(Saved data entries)
********************

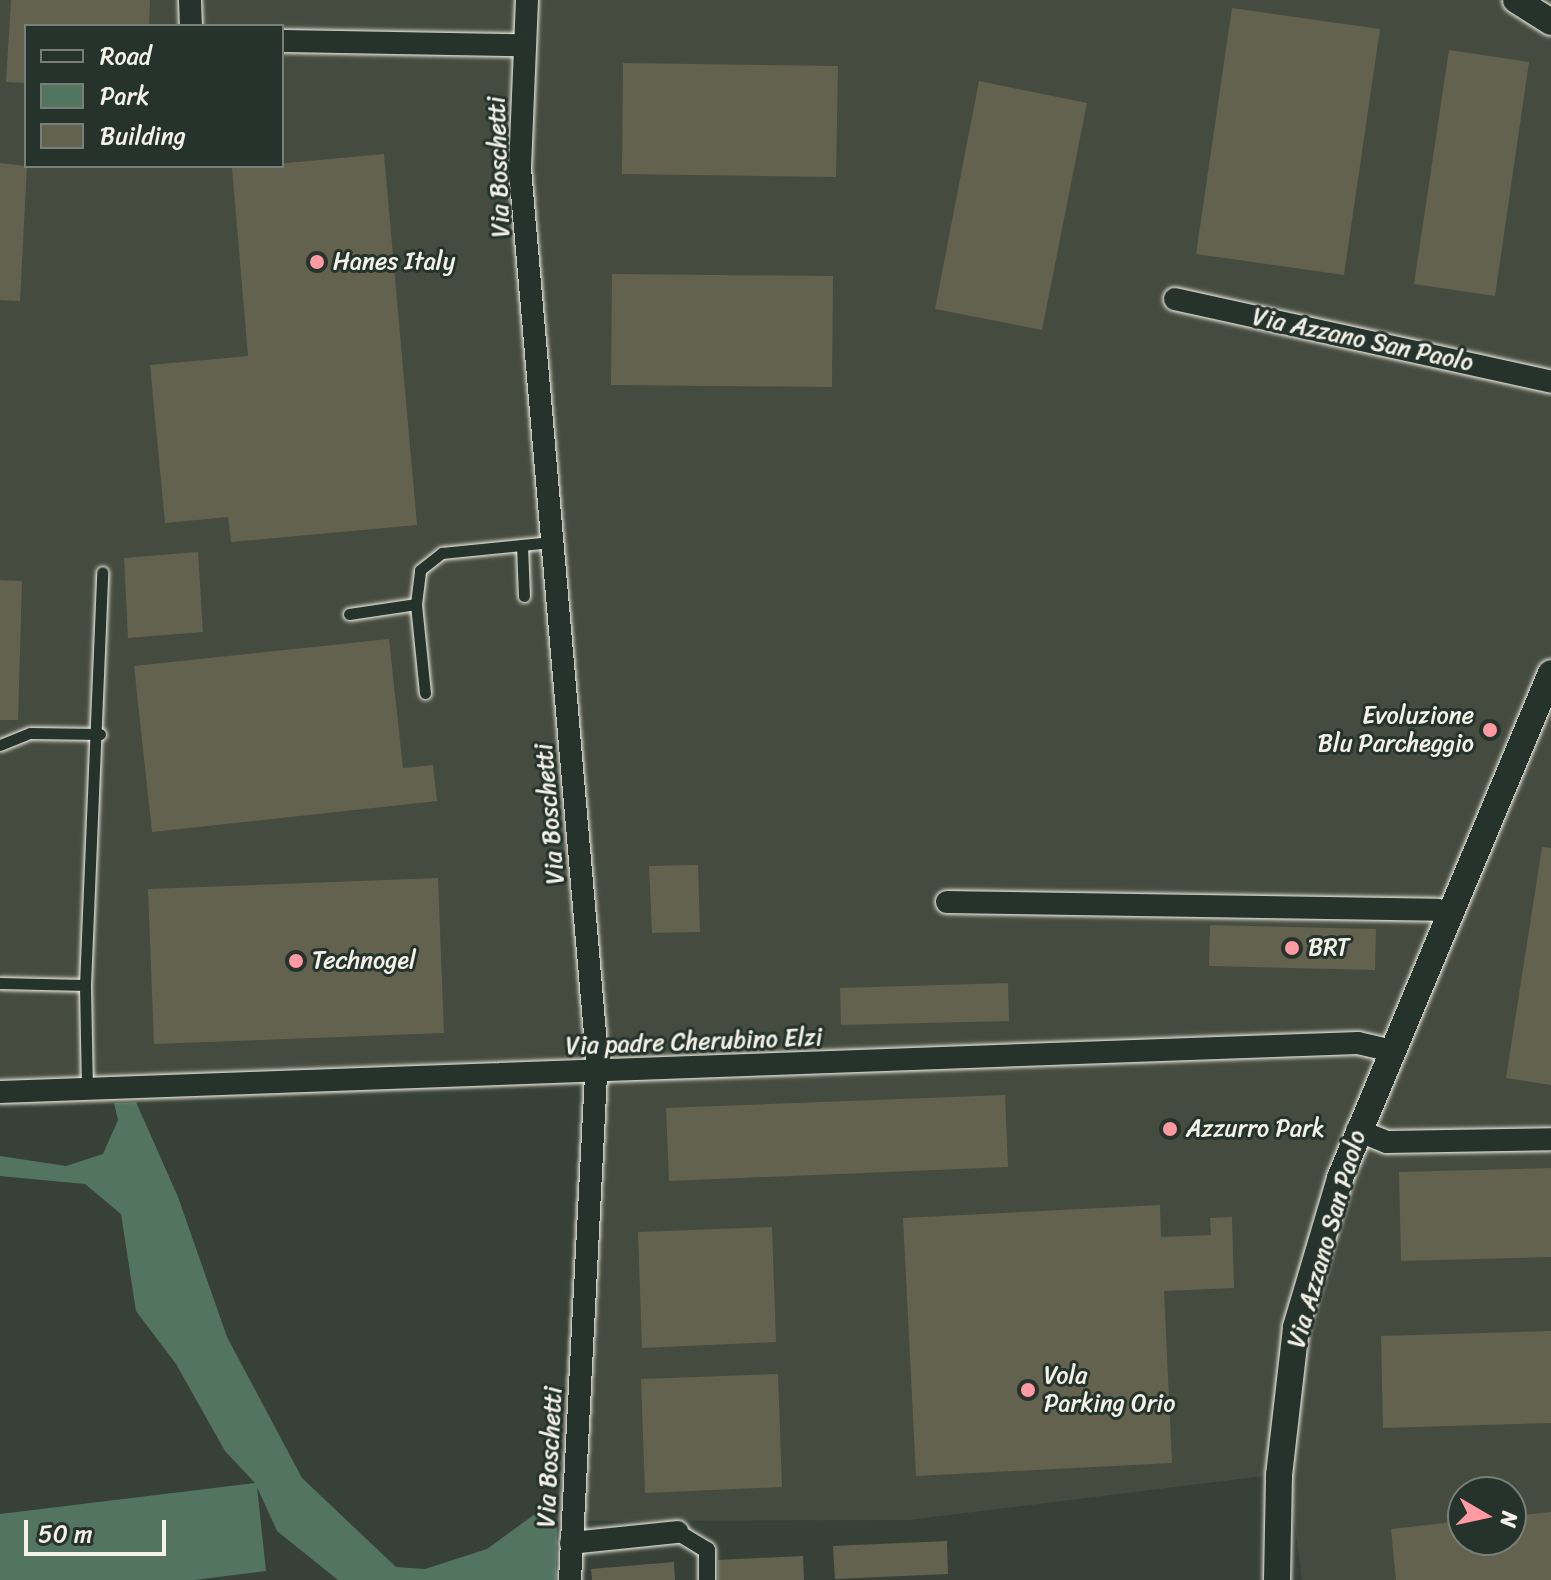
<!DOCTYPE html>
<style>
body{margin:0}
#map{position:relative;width:1551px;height:1580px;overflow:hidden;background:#384137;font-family:Sriracha,sans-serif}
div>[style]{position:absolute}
.built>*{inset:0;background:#454b3e}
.green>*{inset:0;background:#537560}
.building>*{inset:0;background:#63624e}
.roads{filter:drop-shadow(0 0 2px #f4f1e8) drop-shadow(0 0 2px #f4f1e8)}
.service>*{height:11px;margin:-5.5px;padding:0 5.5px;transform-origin:5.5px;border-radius:5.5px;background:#26332d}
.pedestrian>*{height:16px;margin:-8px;padding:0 8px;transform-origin:8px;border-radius:8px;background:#26332d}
.minor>*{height:22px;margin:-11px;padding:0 11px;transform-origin:11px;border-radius:11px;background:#26332d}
.tertiary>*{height:26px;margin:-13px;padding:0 13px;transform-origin:13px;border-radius:13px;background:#26332d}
.dots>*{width:22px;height:22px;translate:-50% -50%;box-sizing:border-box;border:4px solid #26332d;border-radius:50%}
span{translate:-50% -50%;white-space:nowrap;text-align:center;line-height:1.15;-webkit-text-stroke:6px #26332d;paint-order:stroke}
.street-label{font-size:24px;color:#f4f1e8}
.poi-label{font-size:24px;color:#f4f1e8}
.left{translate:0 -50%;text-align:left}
.right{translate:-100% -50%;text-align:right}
.legend{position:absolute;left:24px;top:24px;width:260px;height:144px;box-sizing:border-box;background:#26332d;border:2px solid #787f78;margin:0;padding:10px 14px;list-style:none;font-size:24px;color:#f4f1e8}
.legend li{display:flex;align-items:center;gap:16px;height:40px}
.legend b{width:40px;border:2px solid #787f78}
.north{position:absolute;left:1447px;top:1476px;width:80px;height:80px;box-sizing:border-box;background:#26332d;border:2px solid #787f78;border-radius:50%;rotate:99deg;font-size:22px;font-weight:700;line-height:32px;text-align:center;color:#f4f1e8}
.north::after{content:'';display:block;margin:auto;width:28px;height:36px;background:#ff9aa2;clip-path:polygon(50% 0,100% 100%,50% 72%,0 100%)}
.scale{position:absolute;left:24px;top:1520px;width:142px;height:36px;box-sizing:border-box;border:4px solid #f4f1e8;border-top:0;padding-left:10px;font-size:24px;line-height:28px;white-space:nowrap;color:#f4f1e8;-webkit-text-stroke:6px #26332d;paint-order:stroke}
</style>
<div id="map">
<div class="built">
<i style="clip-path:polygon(evenodd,0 0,1551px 0,1551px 1580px,1302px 1580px,1288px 1473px,909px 1520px,557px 1521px,582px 1084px,36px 1107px,0 1103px,0 0,26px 26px,282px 26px,282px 166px,26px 166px,26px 26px,0 0,1463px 1492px,1511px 1492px,1511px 1540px,1463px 1540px,1463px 1492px)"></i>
</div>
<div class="green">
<i style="clip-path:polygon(136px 1102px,178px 1197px,227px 1337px,302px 1478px,396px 1567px,425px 1569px,487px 1549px,535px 1514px,557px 1521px,556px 1580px,338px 1580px,277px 1531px,257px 1487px,266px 1571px,194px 1580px,0 1580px,0 1514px,255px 1483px,225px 1451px,176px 1364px,136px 1311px,121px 1214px,85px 1184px,0 1176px,0 1156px,66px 1166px,103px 1154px,118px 1120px,114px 1103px)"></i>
</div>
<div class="building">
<i style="clip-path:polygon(11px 0,150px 0,149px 26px,26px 26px,26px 83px,6px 82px)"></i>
<i style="clip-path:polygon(1232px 8px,1380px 29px,1344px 275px,1196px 254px)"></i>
<i style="clip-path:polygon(1449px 50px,1529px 62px,1495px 296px,1414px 284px)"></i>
<i style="clip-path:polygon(623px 63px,838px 66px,836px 177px,622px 174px)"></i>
<i style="clip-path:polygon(979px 81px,1087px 103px,1042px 330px,935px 309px)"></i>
<i style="clip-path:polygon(384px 154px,417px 525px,231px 542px,228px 517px,165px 523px,150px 365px,248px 356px,232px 168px)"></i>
<i style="clip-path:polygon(0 163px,27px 166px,20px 301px,0 300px)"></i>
<i style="clip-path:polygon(612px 274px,833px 276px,832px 387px,611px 385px)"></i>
<i style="clip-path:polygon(198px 552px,203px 632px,128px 638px,124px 558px)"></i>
<i style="clip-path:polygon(0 580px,22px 581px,18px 720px,0 720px)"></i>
<i style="clip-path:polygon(389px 639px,403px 768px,433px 765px,437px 801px,152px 832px,134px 666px)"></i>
<i style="clip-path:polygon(1542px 847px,1551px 848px,1551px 1085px,1506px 1078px)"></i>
<i style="clip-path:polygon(698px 865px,700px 932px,652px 933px,649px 866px)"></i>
<i style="clip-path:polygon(438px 878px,444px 1033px,154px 1044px,148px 889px)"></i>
<i style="clip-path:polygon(1210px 925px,1376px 929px,1375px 970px,1209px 966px)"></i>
<i style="clip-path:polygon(1008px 983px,1009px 1021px,841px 1025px,840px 988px)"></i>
<i style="clip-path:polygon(1005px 1095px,1008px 1167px,669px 1181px,666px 1108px)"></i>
<i style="clip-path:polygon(1551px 1168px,1551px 1257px,1401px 1261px,1399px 1172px)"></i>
<i style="clip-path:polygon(1160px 1205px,1161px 1237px,1211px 1235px,1210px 1218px,1232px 1217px,1234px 1288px,1164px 1291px,1172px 1463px,916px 1476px,903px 1218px)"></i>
<i style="clip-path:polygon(772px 1227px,776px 1342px,642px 1348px,638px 1232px)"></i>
<i style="clip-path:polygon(1551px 1331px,1551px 1423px,1383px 1428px,1381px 1336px)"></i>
<i style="clip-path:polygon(778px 1374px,782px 1487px,645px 1493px,641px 1379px)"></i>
<i style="clip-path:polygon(1551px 1512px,1551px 1580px,1396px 1580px,1391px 1529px,1463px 1521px,1463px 1540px,1511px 1540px,1511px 1516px)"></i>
<i style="clip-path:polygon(947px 1541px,948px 1574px,835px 1579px,833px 1546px)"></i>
<i style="clip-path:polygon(803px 1556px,804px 1580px,718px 1580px,718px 1560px)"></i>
<i style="clip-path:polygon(674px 1562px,675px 1580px,592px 1580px,591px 1569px)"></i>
</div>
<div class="roads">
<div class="service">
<i style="left:522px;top:545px;width:51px;rotate:87.8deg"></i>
<i style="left:349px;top:614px;width:68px;rotate:-8.5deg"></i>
<i style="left:425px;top:693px;width:89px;rotate:-95.8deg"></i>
<i style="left:416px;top:604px;width:34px;rotate:-83deg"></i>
<i style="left:420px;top:570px;width:28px;rotate:-38deg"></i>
<i style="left:442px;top:553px;width:112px;rotate:-5.7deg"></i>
<i style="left:0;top:745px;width:32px;rotate:-22deg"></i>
<i style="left:30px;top:733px;width:70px;rotate:0.8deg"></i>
<i style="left:0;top:983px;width:85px;rotate:1.3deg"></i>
<i style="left:87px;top:1090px;width:105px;rotate:-91.1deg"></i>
<i style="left:85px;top:985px;width:413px;rotate:-87.6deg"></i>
</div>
<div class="pedestrian">
<i style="left:677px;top:1532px;width:35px;rotate:31deg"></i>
<i style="left:707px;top:1550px;width:30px;rotate:90deg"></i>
</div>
<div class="minor">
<i style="left:190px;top:0;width:26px;rotate:88deg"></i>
<i style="left:527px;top:0;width:169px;rotate:92.4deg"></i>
<i style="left:520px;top:169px;width:890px;rotate:85.04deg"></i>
<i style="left:597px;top:1056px;width:525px;rotate:92.95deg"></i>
<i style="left:282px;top:41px;width:240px;rotate:1deg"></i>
<i style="left:1175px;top:299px;width:385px;rotate:12.4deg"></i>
<i style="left:947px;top:902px;width:490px;rotate:0.9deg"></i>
<i style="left:1437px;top:910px;width:15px;rotate:23deg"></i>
<i style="left:0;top:1092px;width:1359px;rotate:-2.07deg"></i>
<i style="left:1358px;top:1043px;width:32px;rotate:13deg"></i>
<i style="left:1357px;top:1130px;width:32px;rotate:22deg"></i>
<i style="left:1387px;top:1142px;width:164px;rotate:-1deg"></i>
<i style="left:571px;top:1543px;width:107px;rotate:-5.9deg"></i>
</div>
<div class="tertiary">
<i style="left:1516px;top:0;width:41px;rotate:32.2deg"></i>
<i style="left:1277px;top:1580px;width:105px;rotate:-88.9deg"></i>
<i style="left:1279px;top:1475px;width:149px;rotate:-83.4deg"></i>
<i style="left:1296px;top:1327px;width:155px;rotate:-73.5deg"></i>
<i style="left:1340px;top:1178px;width:547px;rotate:-67.32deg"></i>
</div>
</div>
<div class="dots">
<i style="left:317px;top:262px;background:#ff9aa2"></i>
<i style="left:1490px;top:730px;background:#ff9aa2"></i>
<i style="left:1292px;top:948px;background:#ff9aa2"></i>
<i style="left:296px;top:961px;background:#ff9aa2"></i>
<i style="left:1170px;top:1129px;background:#ff9aa2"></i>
<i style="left:1028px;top:1390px;background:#ff9aa2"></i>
</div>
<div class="street-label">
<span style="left:499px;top:167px;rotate:-92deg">Via Boschetti</span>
<span style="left:1363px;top:340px;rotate:12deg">Via Azzano San Paolo</span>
<span style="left:550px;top:814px;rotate:-95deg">Via Boschetti</span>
<span style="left:694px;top:1042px;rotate:-2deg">Via padre Cherubino Elzi</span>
<span style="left:1327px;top:1239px;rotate:-74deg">Via Azzano San Paolo</span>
<span style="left:550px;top:1457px;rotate:-87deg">Via Boschetti</span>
</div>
<div class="poi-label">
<span class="left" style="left:333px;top:262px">Hanes Italy</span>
<span class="right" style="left:1474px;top:730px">Evoluzione<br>Blu Parcheggio</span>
<span class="left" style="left:1308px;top:948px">BRT</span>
<span class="left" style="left:312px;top:961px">Technogel</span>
<span class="left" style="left:1186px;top:1129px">Azzurro Park</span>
<span class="left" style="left:1044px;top:1390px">Vola<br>Parking Orio</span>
</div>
<ul class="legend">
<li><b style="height:10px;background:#26332d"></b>Road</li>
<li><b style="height:22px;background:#537560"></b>Park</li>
<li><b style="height:22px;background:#63624e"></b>Building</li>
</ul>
<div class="north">N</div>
<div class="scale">50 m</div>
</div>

********************

* [Problem requirements]
Task for the records above: copy every line in which the word "service" occurs.

* [Reply]
.service>*{height:11px;margin:-5.5px;padding:0 5.5px;transform-origin:5.5px;border-radius:5.5px;background:#26332d}
<div class="service">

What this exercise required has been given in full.